Acórdão nº 74/07.3TCGMR.G1.S1 de Supremo Tribunal de Justiça (Portugal), 14 de Novembro de 2013

Magistrado ResponsávelSERRA BAPTISTA
Data da Resolução14 de Novembro de 2013
EmissorSupremo Tribunal de Justiça (Portugal)

ACORDAM NO SUPREMO TRIBUNAL DE JUSTIÇA: AA e BB vieram intentar acção, com processo ordinário, contra CC – SOCIEDADE IMOBILIÁRIA, S. A. e DD, LDA, pedindo a condenação: 1. das rés, a reconhecerem o direito de propriedade dos Autores sobre um prédio urbano, que identificam, do qual faz parte uma parcela de terreno com cerca de 87,40 m2; 2. da 1ª Ré, a reconhecer que o seu prédio não confina com a Av. ..., mas sim com a estrema sul do prédio os Autores; 3. da 2ª Ré, a reconhecer que não é arrendatária da parcela de terreno em causa; 4. da 2ª Ré, a rebaixar o piso da parcela e a destapar uma porta, retirando fiadas de tijolo; 5. das Rés, no pagamento de uma indemnização a liquidar em execução de sentença e de uma sanção pecuniária compulsória; 6. da 1ª Ré, a rectificar, no registo predial e na inscrição matricial, a confrontação norte do seu prédio.

Alegando, para tanto, e em suma: São proprietários do prédio urbano do qual faz parte a dita parcela de terreno com cerca de 87,40 m2, tendo as Rés ocupado ilicitamente tal parcela e nela executado vários trabalhos.

Citadas as rés, vieram contestar, tendo a 1ª Ré deduzido reconvenção onde peticionou a condenação dos Autores a reconhecerem-na como dona e possuidora do prédio descrito no artº. 73º do seu articulado e de que dele faz parte a parcela em causa; a rectificarem, na descrição predial e na inscrição matricial, a confrontação poente do prédio dos Autores; a pagarem-lhe uma indemnização a liquidar em execução de sentença pelos prejuízos causados.

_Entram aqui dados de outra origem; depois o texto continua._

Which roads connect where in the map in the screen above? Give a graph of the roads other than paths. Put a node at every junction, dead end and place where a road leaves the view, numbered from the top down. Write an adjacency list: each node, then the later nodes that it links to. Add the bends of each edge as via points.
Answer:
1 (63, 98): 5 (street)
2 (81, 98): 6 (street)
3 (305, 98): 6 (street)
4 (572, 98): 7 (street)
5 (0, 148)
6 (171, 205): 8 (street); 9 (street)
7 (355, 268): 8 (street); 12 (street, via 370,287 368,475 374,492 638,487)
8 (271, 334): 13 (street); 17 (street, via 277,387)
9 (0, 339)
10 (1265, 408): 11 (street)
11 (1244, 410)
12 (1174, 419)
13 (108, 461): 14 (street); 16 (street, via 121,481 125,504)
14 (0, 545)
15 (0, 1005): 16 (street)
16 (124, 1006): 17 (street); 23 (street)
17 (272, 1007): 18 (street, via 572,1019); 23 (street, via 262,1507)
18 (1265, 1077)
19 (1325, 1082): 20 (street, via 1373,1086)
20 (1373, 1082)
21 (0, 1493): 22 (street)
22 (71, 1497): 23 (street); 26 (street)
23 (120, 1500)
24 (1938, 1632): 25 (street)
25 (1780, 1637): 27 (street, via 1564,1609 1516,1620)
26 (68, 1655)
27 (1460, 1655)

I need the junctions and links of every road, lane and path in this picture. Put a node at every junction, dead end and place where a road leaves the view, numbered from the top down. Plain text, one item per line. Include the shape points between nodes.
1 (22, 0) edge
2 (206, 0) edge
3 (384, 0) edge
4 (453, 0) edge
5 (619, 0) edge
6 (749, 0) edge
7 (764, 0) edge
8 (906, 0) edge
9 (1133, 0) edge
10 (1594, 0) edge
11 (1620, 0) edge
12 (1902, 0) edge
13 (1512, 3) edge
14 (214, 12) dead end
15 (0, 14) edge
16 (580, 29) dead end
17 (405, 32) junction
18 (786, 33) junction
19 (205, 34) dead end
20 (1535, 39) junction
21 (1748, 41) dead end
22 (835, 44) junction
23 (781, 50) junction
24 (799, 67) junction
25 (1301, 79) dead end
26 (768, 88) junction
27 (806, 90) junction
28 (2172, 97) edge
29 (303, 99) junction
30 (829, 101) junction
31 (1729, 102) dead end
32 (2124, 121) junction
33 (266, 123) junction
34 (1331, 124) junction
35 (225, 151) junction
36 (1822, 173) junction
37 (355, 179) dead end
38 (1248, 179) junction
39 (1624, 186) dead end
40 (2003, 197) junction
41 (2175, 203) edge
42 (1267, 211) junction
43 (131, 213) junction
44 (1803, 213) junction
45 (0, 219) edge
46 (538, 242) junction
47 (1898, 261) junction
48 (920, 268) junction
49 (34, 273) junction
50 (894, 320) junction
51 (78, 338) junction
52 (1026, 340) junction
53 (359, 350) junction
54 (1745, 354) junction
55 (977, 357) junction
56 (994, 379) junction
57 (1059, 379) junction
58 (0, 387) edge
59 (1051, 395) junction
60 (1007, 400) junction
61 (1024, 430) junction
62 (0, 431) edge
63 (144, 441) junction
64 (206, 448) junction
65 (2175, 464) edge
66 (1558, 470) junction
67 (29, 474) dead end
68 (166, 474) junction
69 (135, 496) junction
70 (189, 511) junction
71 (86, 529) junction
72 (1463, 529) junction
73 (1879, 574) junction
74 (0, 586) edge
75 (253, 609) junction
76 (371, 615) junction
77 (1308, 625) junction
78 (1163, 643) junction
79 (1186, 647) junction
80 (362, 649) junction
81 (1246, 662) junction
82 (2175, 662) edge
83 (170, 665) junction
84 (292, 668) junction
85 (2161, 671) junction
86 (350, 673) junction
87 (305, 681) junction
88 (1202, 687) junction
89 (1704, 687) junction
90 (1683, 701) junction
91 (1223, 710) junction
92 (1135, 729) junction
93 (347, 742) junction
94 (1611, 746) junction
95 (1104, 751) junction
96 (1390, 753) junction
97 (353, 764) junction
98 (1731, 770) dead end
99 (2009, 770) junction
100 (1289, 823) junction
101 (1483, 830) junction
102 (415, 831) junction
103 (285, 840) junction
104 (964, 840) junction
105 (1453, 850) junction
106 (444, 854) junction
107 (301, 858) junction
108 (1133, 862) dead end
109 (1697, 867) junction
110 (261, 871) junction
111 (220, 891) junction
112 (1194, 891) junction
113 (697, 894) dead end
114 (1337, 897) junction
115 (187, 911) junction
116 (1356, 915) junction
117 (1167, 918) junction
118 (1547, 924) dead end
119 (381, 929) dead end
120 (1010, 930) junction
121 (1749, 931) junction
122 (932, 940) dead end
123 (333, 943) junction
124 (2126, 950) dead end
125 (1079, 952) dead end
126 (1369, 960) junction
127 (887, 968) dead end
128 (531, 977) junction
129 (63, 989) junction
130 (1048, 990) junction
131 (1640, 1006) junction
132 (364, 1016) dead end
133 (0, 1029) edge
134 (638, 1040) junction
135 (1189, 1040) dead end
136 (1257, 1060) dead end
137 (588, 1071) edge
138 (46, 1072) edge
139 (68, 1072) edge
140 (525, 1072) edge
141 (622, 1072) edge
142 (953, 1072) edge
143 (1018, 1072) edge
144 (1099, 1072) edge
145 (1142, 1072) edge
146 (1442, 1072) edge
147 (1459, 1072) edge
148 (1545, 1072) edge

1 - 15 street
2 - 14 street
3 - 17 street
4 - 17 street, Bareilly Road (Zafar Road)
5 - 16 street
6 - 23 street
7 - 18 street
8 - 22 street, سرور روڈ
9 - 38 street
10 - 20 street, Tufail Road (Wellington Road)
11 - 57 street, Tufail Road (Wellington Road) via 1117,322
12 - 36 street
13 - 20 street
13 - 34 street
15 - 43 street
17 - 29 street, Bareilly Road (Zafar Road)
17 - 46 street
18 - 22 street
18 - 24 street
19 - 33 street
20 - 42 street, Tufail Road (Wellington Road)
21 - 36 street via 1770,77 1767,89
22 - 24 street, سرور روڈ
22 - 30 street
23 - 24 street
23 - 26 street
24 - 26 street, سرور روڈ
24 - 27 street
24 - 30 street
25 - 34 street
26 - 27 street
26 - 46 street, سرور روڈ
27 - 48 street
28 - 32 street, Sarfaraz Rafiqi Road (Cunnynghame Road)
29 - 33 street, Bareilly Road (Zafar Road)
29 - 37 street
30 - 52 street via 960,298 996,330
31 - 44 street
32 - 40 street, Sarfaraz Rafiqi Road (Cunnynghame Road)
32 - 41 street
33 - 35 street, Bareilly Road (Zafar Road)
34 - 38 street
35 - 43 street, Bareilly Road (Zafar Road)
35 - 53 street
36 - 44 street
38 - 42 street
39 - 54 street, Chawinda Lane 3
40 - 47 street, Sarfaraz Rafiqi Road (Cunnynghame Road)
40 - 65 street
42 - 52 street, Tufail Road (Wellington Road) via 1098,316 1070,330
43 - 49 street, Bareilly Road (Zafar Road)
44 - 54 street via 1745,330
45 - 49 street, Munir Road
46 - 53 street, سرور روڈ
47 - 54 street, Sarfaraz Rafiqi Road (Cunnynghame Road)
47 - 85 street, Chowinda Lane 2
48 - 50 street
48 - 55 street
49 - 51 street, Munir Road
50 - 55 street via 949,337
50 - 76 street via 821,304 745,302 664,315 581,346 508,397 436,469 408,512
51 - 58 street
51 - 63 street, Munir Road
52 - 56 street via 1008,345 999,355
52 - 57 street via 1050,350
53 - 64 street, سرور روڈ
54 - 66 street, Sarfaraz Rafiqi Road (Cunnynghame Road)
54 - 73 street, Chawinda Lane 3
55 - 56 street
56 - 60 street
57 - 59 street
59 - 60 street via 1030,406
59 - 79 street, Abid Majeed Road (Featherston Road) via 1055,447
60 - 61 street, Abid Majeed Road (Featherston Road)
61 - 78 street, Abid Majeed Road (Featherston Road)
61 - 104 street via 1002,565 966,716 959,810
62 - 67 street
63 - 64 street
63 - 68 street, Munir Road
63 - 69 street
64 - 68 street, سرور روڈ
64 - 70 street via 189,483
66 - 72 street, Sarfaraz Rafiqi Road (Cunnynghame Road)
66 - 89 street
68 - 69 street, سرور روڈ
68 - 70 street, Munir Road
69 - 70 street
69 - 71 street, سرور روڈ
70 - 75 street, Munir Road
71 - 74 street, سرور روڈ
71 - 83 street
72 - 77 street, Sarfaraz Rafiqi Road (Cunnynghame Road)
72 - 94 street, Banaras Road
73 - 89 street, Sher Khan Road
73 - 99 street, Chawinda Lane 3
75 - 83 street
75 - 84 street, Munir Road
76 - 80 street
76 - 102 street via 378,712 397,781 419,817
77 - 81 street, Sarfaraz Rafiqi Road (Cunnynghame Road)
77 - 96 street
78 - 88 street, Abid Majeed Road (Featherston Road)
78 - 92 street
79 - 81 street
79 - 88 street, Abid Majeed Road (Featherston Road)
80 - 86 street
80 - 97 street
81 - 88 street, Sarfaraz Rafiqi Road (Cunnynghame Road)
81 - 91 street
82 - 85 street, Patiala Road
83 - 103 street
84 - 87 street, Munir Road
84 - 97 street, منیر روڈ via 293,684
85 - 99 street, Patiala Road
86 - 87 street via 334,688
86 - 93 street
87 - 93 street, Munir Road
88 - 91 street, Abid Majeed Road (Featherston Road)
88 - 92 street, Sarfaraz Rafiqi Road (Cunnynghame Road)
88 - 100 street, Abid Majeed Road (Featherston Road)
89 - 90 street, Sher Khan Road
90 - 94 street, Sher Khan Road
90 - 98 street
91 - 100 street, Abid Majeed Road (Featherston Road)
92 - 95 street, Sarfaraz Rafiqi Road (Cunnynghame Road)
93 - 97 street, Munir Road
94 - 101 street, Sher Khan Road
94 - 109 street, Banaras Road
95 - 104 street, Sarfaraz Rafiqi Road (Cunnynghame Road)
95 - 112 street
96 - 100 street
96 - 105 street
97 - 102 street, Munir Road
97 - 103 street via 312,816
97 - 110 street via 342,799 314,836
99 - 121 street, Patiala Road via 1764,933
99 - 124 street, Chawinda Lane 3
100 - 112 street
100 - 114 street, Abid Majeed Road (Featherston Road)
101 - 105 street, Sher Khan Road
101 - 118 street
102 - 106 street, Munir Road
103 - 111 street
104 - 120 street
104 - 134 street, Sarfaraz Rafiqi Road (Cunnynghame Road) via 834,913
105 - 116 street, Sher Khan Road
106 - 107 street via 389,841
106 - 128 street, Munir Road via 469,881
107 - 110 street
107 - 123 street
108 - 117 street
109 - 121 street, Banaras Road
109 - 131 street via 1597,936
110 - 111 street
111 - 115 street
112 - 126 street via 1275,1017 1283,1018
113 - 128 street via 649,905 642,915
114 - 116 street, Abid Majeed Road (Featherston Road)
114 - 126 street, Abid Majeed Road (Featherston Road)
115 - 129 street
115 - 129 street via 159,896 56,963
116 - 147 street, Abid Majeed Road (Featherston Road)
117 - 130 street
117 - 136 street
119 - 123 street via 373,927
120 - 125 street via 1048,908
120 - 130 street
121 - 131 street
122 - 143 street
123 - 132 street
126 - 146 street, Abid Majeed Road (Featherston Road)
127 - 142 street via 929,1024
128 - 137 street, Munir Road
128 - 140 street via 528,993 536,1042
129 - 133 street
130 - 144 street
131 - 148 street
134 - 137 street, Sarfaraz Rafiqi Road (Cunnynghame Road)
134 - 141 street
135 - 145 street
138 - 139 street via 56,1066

Mais requereram a intervenção acessória provocada de EE, FF, GG, HH, II, JJ, KK e LL alegando que, em caso de decaimento nesta acção, a 1ª Ré teria direito de regresso sobre os supra identificados, os quais lhe asseguraram que o prédio por si àqueles adquirido confrontava directamente com a Av. ....

Houve réplica e tréplica.

Foi proferido despacho saneador, tendo sido fixados os factos tidos por assentes e organizada a base instrutória.

Depois de habilitado o adquirente MUNICÍPIO DE GUIMARÃES por ter adquirido à 1ª ré CC o prédio confinante com o dos autores, foi admitido um articulado superveniente por ele deduzido, com ampliação da base instrutória.

Realizada a audiência foi decidida a matéria de facto da base instrutória pela forma que do despacho de fls 692 a 700 melhor consta.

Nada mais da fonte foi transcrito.